A Carlos Luis lo tengo en mis primeros recuerdos. Y no puedo
evitar sentir como si me hubieran quitado un trozo del suelo por el que camino.
También que se ha ido un pedazo de ese país que quedaba en el corazón y al que
tanto nos aferramos. Un hombre trabajador, soñador, amante de su historia, de
su familia, entregado esposo, papá. Una persona que tenía un don que tienen tan
pocas personas, y es que siempre, donde estuviéramos, Carlos Luis nos hacía
reír. Siempre. Yo cuando pienso en él pienso en la risa. Y creo que lo que más
voy a extrañar es reírme junto a él.
¿Qué
dice uno ante la muerte? Todavía no sé. No se si haya algo que decir. Si valga
la pena. Si sirva. Si la verdad es más bien ante la vida que uno tiene que
decir. No dejo de pensar en la estupidez de vivir siempre convencidos de que
hay un mañana, que quizás es mejor asumir que sólo es hoy. No dejar pasar lo
importante. Me refiero a los abrazos, la presencia, el estar y no estorbar, el
tacto, la mirada, la compañía. Al final el alma es una mezcla de recuerdo y
deseo con un mínimo componente de presente. No es más nada. Creo que hay que
colmarlos de presencia, de luz y de risa. Que la memoria pese con colores. Y
ya. A Carlos Luis lo voy a recordar así. Aunque ahora no pueda evitar sentir
este hundimiento y este vacío. Este tablazo. Esta sensación tan extraña de
asumir que habrá que acudir a los sueños para volverlo a ver, que en estos
momentos uno también se hace y se
define, y que sí, efectivamente somos mortales.
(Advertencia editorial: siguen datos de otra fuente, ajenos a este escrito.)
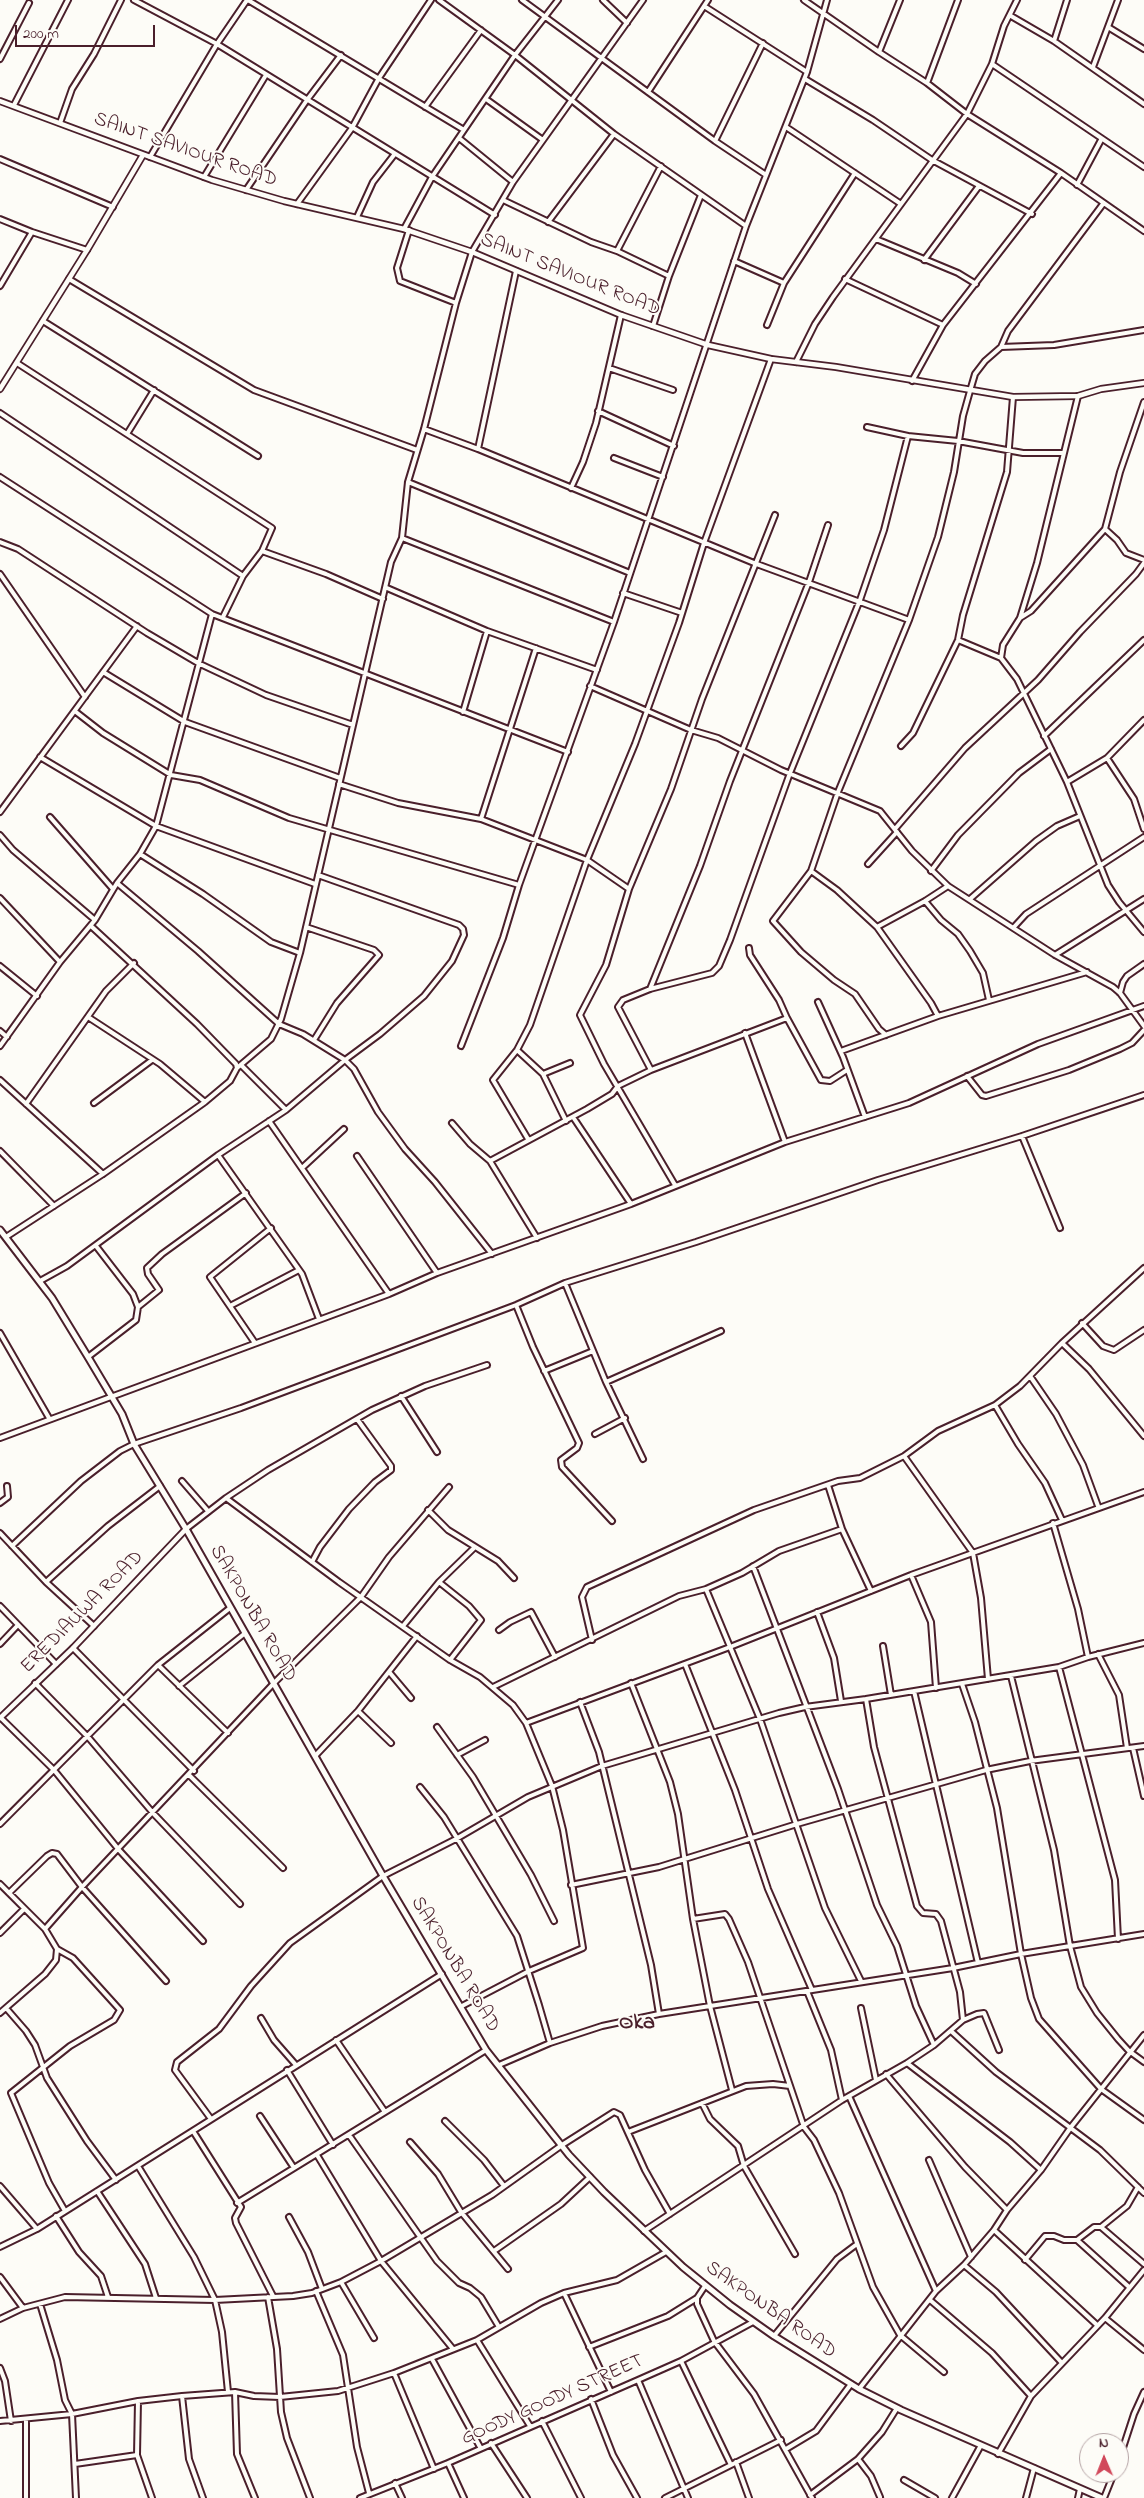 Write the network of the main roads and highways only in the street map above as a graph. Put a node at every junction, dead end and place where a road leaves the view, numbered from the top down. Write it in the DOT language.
graph roads {
  1 [pos="0,1230"];
  2 [pos="1103,2498"];
  1 -- 2 [label="main road, SAKPONBA ROAD"];
} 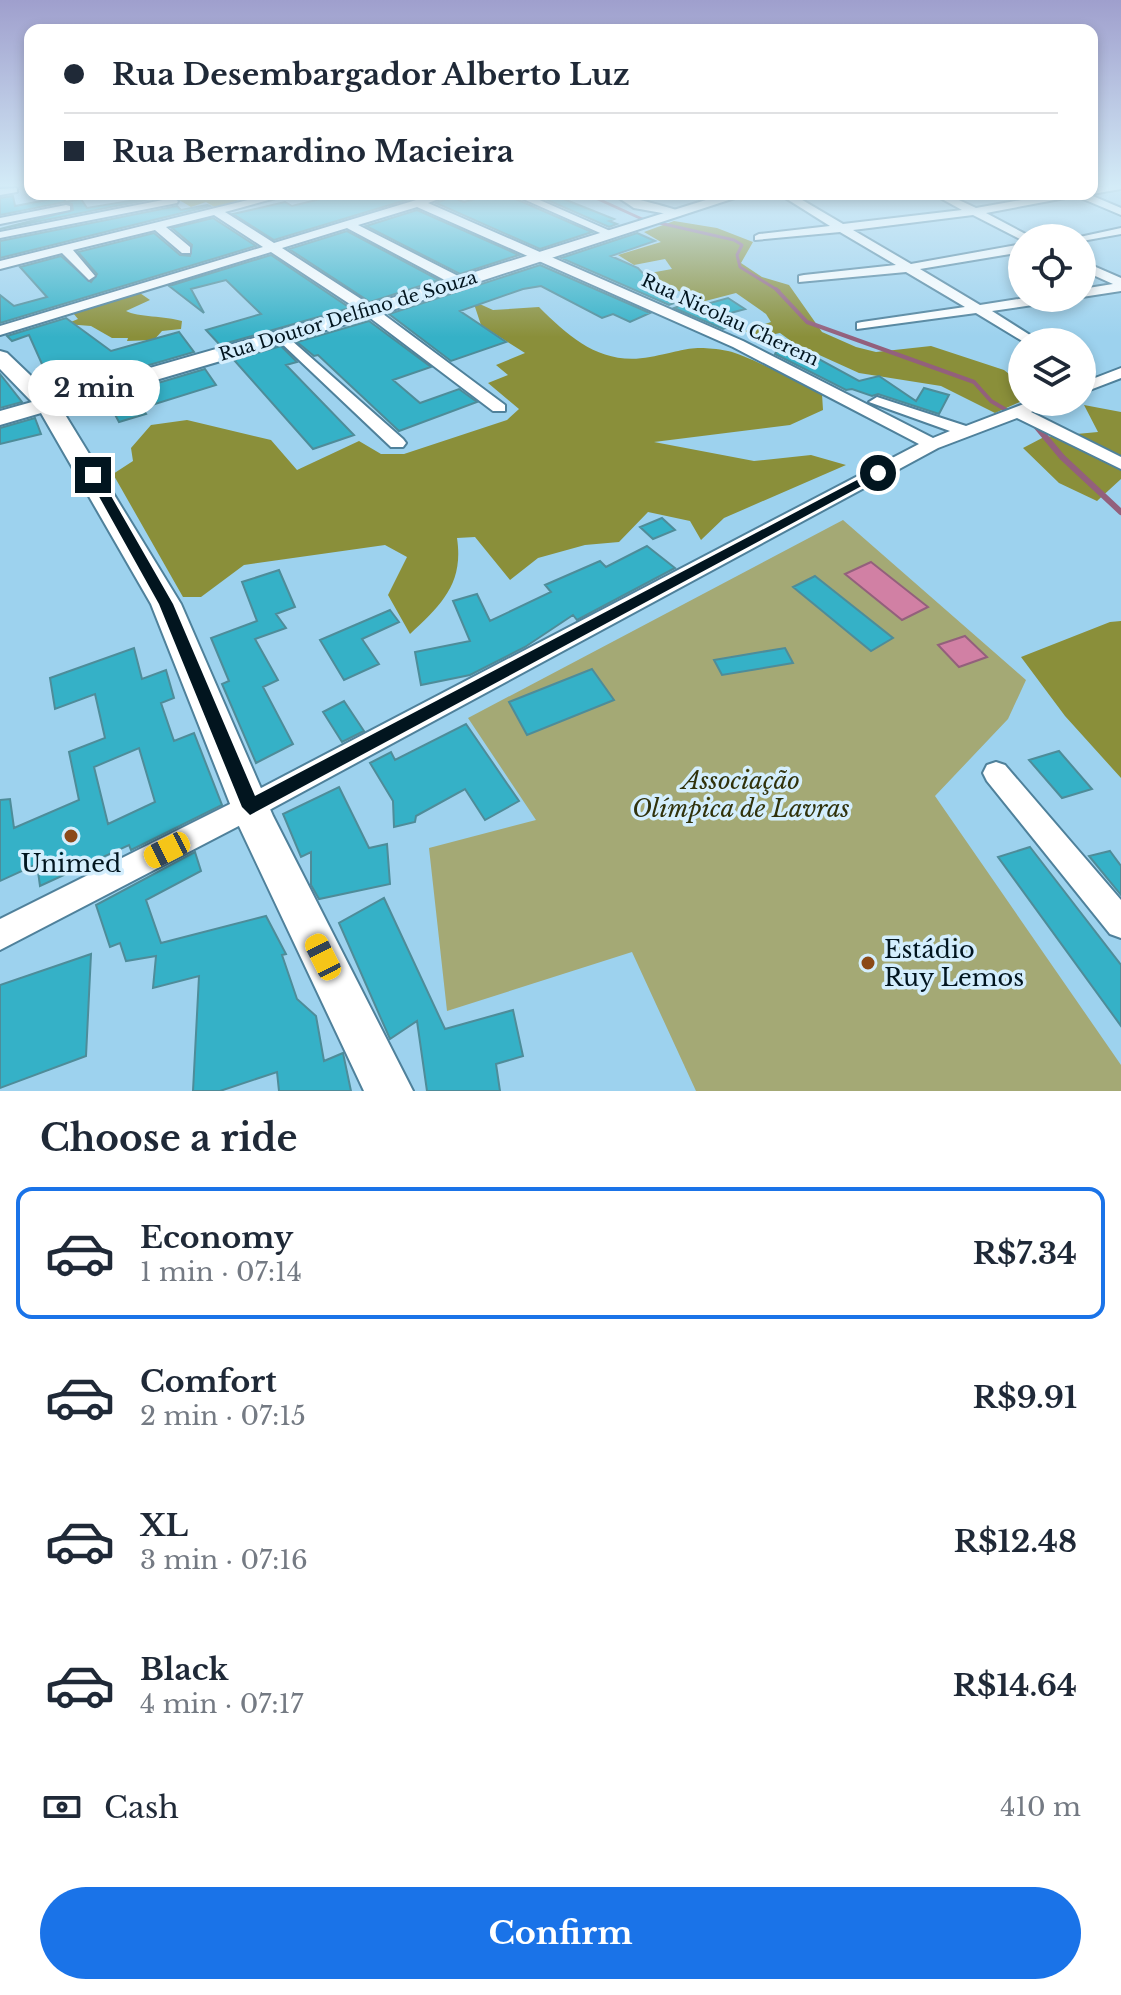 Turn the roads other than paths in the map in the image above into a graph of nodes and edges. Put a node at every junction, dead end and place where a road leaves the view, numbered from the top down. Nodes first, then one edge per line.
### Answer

Por último recuerdo una película que vi hace poco, en la que un muchacho ateo tiene mucho trabajo perdonando a su padre. El caso es que al final, para convencerlo de que acudiera al encuentro del señor, que estaba por morir le dicen una frase que me marcó: "tal vez no creas en Dios, pero tienes que creer en la familia". Pues sí, yo sí creo en Dios, pero sobre todo creo en en la familia. Creo en su manifestación. Y no tengo pruebas, pero lo sé, lo sé en el fondo de mi corazón, Carlos Luis fue a un lugar mejor. A un lugar al que hemos de ir quienes vivamos así, con principios, con risa. Haciendo el mundo un lugar mejor, sin demasiado esfuerzo, sólo dando lo mejor y ya.